** Data for processing follows **

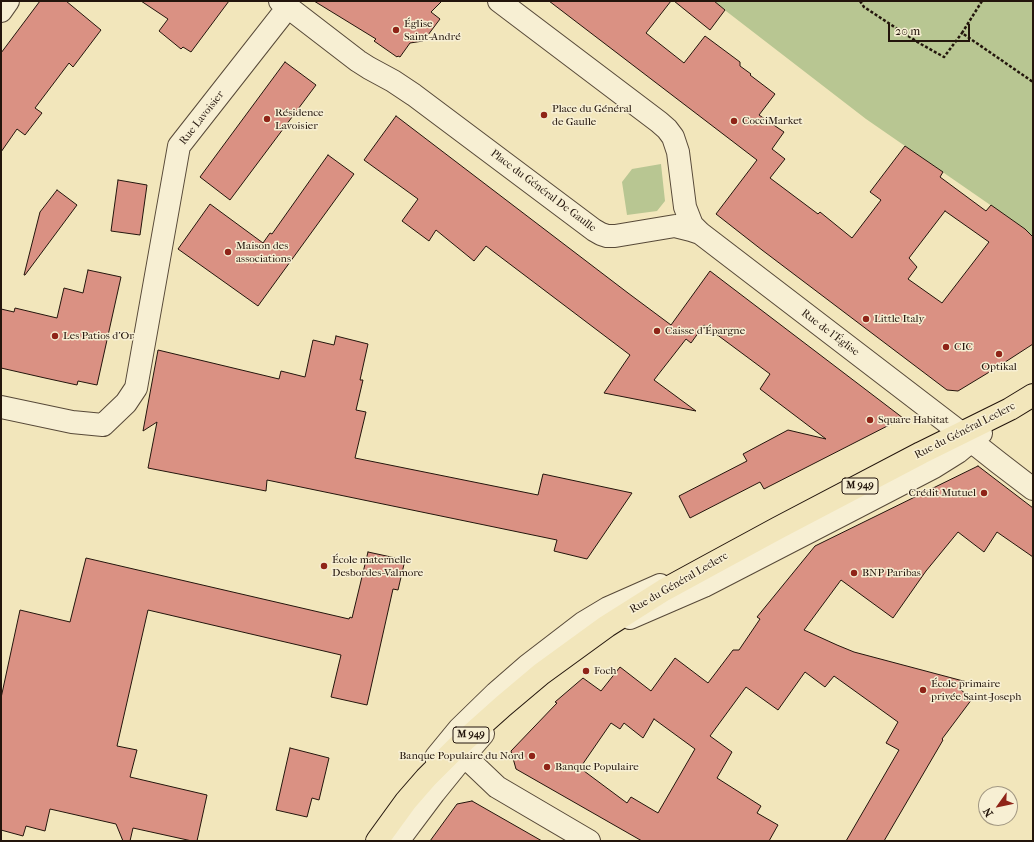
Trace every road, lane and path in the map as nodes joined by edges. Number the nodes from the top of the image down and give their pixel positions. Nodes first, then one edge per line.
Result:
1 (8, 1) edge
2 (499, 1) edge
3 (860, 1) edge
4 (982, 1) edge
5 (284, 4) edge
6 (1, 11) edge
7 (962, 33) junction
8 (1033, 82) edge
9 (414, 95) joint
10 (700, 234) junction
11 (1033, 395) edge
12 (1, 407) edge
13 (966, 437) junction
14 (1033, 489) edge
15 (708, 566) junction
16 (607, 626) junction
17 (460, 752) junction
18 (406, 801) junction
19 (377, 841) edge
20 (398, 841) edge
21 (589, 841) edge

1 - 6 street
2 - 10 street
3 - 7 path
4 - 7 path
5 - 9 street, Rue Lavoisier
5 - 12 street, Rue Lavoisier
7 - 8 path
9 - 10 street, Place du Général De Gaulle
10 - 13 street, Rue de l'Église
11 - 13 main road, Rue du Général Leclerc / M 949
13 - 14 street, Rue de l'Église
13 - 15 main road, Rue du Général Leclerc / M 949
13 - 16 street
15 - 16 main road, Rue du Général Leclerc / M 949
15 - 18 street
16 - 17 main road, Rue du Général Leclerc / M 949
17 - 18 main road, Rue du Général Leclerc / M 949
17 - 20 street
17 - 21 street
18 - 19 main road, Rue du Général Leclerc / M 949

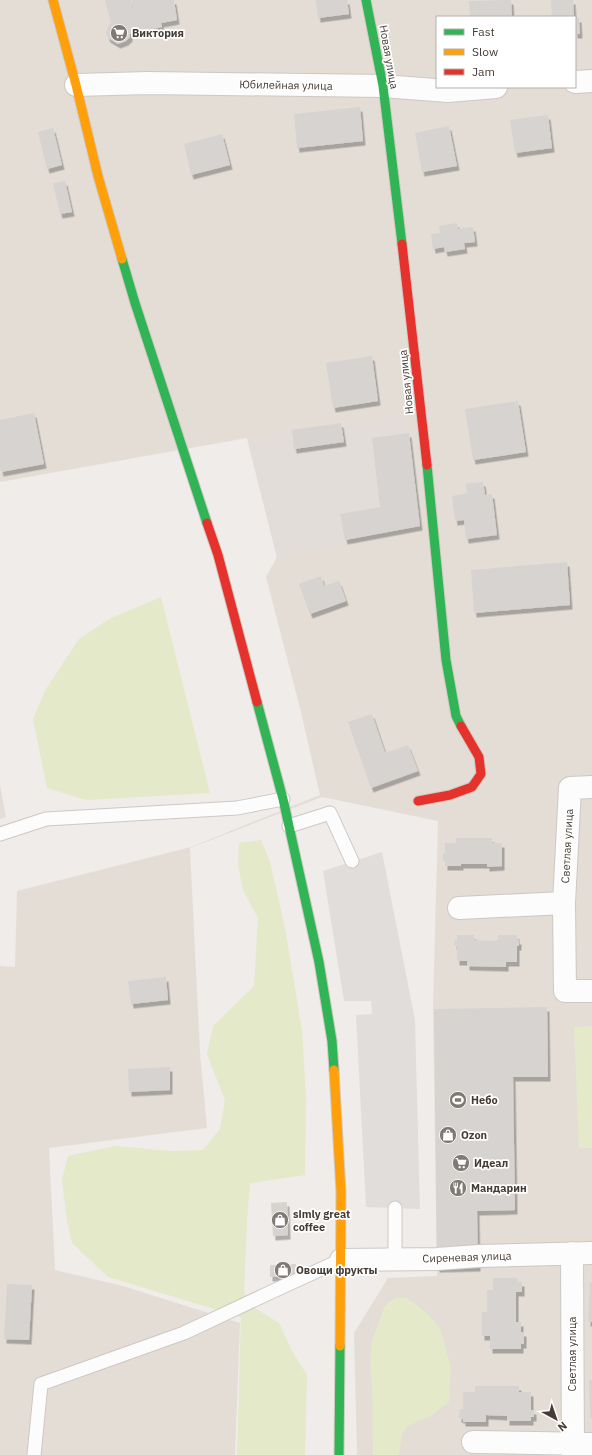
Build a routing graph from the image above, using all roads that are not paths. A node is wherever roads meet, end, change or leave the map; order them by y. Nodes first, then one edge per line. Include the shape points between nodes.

** End of Data for processing **

Leave out the images and copy all remaining data word for word.

Trace every road, lane and path in the map as nodes joined by edges. Number the nodes from the top of the image down and give their pixel positions. Nodes first, then one edge per line.
Result:
1 (8, 1) edge
2 (499, 1) edge
3 (860, 1) edge
4 (982, 1) edge
5 (284, 4) edge
6 (1, 11) edge
7 (962, 33) junction
8 (1033, 82) edge
9 (414, 95) joint
10 (700, 234) junction
11 (1033, 395) edge
12 (1, 407) edge
13 (966, 437) junction
14 (1033, 489) edge
15 (708, 566) junction
16 (607, 626) junction
17 (460, 752) junction
18 (406, 801) junction
19 (377, 841) edge
20 (398, 841) edge
21 (589, 841) edge

1 - 6 street
2 - 10 street
3 - 7 path
4 - 7 path
5 - 9 street, Rue Lavoisier
5 - 12 street, Rue Lavoisier
7 - 8 path
9 - 10 street, Place du Général De Gaulle
10 - 13 street, Rue de l'Église
11 - 13 main road, Rue du Général Leclerc / M 949
13 - 14 street, Rue de l'Église
13 - 15 main road, Rue du Général Leclerc / M 949
13 - 16 street
15 - 16 main road, Rue du Général Leclerc / M 949
15 - 18 street
16 - 17 main road, Rue du Général Leclerc / M 949
17 - 18 main road, Rue du Général Leclerc / M 949
17 - 20 street
17 - 21 street
18 - 19 main road, Rue du Général Leclerc / M 949

Build a routing graph from the image above, using all roads that are not paths. A node is wherever roads meet, end, change or leave the map; order them by y. Nodes first, then one edge per line. Include the shape points between nodes.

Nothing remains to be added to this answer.